Ted Who? - Cover

Ted Who?

Copyright© 2005 by Tony Stevens

Chapter 23

For the first time in our relationship, Sandy and I spent time together for more than 24 hours without the intervention of a Game Day.

We spent most of the time in her bed. The sex wasn't strenuous and it certainly wasn't non-stop. We had already calmed down from the Blitzkrieg Stage of our relationship.

But it was languorous and lovely. A slow, unhurried, pressure-free immersion in sexual bliss. Just like my on-field performance, there were no home runs, but lots of satisfying singles.

"Let's go away somewhere," I said, on Morning Three of the off-season.

"Where?"

"The Islands, maybe. Somewhere with a beach."

"I don't tan all that well," Sandy said.

"I'll get you a big beach umbrella," I said. "You can stay in the shade."

"Hey! Let's go to a nude beach!" Sandy said.

"They've got lots of topless beaches, in the Caribbean," I said.

"Not topless! Nude!"

"Hmmm. I don't know. You've got a lot more to be showing off, on a nude beach, than I do," I said.

"You got hang-ups about people seeing your Nether Appendage, here?" she asked, taking the aforementioned appendage into her hand and squeezing it gently.

"Well, if you had spent as much time in the Orioles' locker room as I have," I told her, "you'd be aware that I am not leading the American League in nether appendages."

"I've always heard that it wasn't what you've got, but how you used it, that counts."

"That's what women have been taught to say to guys with small dicks," I said.

"It isn't small," Sandy said, still squeezing. She was right. It wasn't nearly as small as it had been, moments earlier.

"Why do you want to go to a nude beach?" I asked. Not that I had any objection. The prospect of lying on a beach, watching good-looking young women strolling around naked, was beginning to grow on me.

"Just for future cocktail conversation," Sandy said. "Years from now, we can be standing in somebody's living room with drinks in our hands, and I will be able to casually say, 'Well, when we were at the nude beach in St. Maartin... ' and everyone's head will turn."

"And every guy in the room will have this mental picture you there, with your fiery red pussy shining in the sunset!"

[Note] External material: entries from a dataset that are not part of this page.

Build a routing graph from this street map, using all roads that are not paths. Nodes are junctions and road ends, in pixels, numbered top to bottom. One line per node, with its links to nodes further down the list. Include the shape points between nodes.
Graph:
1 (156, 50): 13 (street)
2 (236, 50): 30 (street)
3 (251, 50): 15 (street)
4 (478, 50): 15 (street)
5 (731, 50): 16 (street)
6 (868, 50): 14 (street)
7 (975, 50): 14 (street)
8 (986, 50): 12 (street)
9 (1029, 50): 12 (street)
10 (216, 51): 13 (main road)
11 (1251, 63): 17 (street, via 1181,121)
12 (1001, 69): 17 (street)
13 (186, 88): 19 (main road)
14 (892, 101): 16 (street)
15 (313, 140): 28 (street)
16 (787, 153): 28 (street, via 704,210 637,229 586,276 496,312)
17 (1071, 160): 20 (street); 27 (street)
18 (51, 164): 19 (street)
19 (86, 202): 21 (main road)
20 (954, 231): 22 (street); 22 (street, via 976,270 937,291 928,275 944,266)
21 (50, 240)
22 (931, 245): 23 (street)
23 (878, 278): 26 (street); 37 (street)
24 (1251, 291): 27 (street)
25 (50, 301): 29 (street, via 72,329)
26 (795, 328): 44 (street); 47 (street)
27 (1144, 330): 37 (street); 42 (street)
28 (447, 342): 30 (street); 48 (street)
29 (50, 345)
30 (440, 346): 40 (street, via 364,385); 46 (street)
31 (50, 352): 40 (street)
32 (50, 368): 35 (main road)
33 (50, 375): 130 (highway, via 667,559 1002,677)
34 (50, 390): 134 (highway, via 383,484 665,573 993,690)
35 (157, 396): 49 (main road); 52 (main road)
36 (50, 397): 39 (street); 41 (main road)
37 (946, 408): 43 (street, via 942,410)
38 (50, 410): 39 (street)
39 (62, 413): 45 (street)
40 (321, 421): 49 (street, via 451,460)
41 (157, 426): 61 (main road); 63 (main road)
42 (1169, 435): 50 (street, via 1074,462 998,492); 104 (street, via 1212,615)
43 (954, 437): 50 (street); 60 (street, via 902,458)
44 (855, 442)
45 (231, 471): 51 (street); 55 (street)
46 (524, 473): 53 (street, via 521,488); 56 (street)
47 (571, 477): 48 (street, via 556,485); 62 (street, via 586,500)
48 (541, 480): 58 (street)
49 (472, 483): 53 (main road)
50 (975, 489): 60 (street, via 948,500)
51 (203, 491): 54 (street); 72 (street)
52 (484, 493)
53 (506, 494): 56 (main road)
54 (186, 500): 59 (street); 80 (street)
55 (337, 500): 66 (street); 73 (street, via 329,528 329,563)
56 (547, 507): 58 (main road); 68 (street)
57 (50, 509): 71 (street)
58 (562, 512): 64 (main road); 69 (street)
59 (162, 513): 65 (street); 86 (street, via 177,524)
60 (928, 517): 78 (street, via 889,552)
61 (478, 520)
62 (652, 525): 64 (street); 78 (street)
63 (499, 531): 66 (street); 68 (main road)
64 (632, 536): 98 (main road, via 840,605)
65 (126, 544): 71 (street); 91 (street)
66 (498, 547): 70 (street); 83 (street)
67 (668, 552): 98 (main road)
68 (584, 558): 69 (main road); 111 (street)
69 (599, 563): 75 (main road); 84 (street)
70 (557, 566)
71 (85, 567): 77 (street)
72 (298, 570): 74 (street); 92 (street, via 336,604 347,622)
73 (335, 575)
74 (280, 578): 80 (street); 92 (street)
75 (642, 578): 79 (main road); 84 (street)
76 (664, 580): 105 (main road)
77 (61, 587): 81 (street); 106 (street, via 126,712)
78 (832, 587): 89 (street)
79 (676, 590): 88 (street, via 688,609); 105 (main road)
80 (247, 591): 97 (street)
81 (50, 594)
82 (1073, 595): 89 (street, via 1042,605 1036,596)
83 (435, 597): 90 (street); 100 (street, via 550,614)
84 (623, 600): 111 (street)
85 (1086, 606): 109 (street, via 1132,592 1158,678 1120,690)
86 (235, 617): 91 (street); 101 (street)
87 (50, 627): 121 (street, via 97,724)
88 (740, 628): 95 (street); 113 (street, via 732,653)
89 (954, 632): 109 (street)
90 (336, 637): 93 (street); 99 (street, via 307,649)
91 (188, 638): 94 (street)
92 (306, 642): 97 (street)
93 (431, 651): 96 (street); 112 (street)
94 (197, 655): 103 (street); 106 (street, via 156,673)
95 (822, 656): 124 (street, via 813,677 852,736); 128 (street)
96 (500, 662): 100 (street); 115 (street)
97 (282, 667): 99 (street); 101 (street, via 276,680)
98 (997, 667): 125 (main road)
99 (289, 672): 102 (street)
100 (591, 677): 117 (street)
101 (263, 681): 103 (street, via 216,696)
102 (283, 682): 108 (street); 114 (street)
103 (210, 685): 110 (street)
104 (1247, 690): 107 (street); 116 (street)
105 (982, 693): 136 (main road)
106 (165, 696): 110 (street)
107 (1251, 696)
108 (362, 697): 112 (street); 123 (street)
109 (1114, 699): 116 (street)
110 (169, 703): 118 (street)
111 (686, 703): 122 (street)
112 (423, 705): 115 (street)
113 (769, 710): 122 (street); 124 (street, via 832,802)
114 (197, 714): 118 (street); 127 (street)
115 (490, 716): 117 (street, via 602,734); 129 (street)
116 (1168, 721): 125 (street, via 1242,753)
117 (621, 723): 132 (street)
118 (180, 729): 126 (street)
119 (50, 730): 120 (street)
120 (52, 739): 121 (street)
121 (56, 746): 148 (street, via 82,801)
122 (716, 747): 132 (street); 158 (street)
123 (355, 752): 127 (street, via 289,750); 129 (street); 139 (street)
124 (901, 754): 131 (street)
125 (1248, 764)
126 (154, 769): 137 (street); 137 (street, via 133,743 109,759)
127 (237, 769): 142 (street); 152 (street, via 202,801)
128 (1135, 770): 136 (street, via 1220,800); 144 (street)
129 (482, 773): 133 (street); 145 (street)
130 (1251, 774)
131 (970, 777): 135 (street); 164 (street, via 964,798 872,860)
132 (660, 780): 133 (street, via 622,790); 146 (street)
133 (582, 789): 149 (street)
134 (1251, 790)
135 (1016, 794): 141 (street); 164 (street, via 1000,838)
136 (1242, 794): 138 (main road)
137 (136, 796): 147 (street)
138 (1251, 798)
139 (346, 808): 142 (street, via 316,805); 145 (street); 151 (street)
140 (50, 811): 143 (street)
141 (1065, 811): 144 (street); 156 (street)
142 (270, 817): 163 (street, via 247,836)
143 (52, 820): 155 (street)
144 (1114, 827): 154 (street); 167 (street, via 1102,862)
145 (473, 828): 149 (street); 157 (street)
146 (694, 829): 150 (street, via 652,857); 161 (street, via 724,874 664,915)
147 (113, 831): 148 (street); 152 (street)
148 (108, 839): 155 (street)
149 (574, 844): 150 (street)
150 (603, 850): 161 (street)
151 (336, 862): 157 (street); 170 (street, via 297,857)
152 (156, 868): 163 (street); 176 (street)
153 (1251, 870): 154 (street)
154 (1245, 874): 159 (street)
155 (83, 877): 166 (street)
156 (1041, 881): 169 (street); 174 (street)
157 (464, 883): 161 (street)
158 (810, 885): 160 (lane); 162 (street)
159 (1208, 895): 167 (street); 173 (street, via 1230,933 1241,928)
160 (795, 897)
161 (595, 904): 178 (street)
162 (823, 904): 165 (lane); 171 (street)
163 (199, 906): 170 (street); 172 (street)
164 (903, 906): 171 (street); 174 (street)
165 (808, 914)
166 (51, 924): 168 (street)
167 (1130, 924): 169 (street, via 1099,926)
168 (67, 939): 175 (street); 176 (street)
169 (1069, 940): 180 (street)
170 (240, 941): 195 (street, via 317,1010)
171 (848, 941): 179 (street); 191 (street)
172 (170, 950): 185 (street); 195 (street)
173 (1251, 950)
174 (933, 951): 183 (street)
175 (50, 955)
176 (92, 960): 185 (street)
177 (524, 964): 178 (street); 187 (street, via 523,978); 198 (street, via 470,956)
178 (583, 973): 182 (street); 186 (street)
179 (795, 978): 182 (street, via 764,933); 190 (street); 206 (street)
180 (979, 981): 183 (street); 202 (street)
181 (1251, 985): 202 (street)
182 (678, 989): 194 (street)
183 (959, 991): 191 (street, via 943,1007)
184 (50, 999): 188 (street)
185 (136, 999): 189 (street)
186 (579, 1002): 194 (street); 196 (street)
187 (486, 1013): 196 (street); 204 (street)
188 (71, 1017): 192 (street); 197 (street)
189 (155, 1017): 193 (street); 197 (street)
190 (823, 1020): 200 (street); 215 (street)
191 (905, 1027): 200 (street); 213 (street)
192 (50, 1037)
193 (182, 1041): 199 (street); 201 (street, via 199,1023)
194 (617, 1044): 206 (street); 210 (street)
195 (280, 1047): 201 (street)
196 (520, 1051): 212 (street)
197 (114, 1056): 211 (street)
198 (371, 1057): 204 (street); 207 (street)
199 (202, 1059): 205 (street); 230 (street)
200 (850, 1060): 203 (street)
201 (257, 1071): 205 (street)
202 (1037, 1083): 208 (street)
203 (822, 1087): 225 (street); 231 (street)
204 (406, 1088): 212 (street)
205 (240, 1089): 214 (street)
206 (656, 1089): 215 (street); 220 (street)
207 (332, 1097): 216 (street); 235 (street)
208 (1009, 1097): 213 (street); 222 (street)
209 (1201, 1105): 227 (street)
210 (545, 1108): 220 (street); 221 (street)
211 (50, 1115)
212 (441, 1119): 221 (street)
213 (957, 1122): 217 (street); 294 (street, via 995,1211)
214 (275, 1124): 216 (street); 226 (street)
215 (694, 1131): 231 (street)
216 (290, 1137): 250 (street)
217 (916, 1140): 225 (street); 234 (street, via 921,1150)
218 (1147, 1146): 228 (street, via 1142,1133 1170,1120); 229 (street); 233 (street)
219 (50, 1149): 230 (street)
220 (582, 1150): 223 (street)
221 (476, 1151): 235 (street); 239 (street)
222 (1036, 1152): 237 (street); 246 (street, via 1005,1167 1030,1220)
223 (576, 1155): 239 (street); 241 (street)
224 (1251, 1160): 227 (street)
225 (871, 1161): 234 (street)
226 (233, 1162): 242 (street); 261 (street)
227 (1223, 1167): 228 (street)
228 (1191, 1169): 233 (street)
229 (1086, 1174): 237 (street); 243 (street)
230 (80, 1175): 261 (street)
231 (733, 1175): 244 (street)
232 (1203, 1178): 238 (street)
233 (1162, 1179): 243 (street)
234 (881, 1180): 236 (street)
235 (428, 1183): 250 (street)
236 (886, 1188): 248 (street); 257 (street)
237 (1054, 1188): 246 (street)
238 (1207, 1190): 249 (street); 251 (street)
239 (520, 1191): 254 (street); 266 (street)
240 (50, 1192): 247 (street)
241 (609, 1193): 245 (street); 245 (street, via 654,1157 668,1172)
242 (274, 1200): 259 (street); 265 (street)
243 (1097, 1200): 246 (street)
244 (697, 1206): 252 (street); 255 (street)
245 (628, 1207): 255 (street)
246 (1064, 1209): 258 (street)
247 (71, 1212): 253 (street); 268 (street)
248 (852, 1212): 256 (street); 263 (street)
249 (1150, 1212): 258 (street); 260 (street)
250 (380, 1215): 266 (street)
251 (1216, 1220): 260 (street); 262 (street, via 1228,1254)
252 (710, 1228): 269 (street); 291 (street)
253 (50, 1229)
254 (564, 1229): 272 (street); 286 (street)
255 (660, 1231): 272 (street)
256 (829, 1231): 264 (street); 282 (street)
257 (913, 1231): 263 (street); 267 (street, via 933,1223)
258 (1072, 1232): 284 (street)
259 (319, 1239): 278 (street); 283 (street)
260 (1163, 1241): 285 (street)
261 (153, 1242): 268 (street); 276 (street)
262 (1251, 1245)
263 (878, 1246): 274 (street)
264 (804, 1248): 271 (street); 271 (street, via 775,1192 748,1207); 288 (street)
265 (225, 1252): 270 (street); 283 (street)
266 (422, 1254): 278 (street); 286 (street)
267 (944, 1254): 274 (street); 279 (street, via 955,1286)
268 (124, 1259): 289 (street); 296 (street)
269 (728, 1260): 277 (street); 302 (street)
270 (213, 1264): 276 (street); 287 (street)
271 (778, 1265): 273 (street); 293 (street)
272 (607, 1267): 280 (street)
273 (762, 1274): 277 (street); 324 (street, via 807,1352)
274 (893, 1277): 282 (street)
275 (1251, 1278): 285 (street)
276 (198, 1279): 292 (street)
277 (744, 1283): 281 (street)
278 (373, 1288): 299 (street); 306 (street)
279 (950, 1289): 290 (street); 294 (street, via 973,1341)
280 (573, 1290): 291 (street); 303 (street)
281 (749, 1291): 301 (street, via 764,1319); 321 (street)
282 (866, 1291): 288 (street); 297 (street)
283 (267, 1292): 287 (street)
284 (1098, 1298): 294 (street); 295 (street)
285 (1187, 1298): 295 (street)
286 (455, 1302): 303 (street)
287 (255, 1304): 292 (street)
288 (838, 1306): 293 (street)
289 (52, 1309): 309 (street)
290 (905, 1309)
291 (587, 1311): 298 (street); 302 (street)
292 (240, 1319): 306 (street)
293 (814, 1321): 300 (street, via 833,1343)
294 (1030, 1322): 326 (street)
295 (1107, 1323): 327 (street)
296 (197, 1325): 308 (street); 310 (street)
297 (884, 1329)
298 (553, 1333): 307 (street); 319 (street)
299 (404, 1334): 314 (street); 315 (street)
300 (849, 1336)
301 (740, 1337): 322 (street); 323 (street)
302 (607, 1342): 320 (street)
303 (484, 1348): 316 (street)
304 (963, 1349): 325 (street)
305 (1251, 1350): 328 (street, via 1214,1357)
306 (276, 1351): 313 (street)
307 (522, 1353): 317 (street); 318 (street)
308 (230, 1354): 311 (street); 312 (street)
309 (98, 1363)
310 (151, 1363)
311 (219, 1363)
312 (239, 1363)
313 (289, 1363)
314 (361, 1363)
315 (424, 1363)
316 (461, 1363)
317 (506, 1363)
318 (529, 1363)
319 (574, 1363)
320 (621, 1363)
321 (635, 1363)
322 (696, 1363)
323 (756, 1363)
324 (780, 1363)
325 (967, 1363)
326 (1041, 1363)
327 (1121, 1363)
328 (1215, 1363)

"And all the women will imagine you, with your manly appendage, there, hanging down on the beach, for everyone to see."

"My manly appendage doesn't hang all that much. It mostly just -- protrudes," I said, laughing.

"But nobody in the room will know that -- except me," Sandy said. "And whenever it protrudes in my honor, well, it seems to protrude quite a bit!"

With that, she took me into her mouth.

My fate was sealed. We were going to fly out the next day, for a long, long Caribbean vacation, at a nude beach. I would call a travel agent.

Today.

Soon.

Not right now, though.

"Are we going to do this, on the nude beach?" I asked her. She didn't answer. Or I couldn't understand her answer.

"Maybe at night," I answered for her. "We'll do it on the beach, at night."


Now, there are two kinds of fellatio. Both kinds are excellent. Fellatio, is, by definition, excellent. Even when it's bad, it's good.

But when it's done in an amateurish fashion, it's endearing. And, ladies: Try to understand! The reason the guy likes it so much, in large measure, is just because you're doing it at all!

The fact that you may be doing it badly is almost beside the point! I mean, you've got your lips wrapped around his joint, there, and then you raise your eyes to look up at him and, oh, Jesus, that look is worth any amount of errant tooth-scratchings and inartistic sucking movements you might inflict.

I've heard that the younger kids now don't even consider oral copulation to be "sex."

They're out of their minds!

The other kind of fellatio -- the kind performed by a woman who really knows what she's doing, and who, evidently, enjoys doing it -- is superb, enthralling, bewitching, and memorable. In some respects, it can be even more pleasurable than coitus.

However, when you're the lucky fellow who's on the receiving end of this kind of treatment, the thought invariably crosses your mind -- "Where in God's name did she learn to suck a cock like that?"

That can be a little disconcerting.

But, then, you know how men are. If it feels good, all will be forgiven. We're not prone to ask too many embarrassing questions. There are some questions we really don't want answered, even if they might get answered, if we ever asked them out loud.

Sandy's technique was, perhaps, best of all. I had found it very nearly flawless, but not so perfect as to raise uncomfortable questions about her educational background.

"Hey, Babe," I said. "What would you think about -- maybe getting married -- while we're in the Islands?"

Never mention marriage when a woman has your cock in her mouth. She'll stop working on it, every time.

"I have a mother and a father," Sandy said, "and so do you."

"And?"

"And when, and if, I ever got married, I'd want my mother and father to be there to see it happen," she said.

"Yeah. So? Maybe we shouldn't get married on an island, then. But we don't have to talk about it right now," I said. "Why don't you -- go ahead and finish what you were doing, there?"

Sandy didn't finish, though. She dropped my rapidly shrinking Nether Appendage. "You really want to get married?" she said.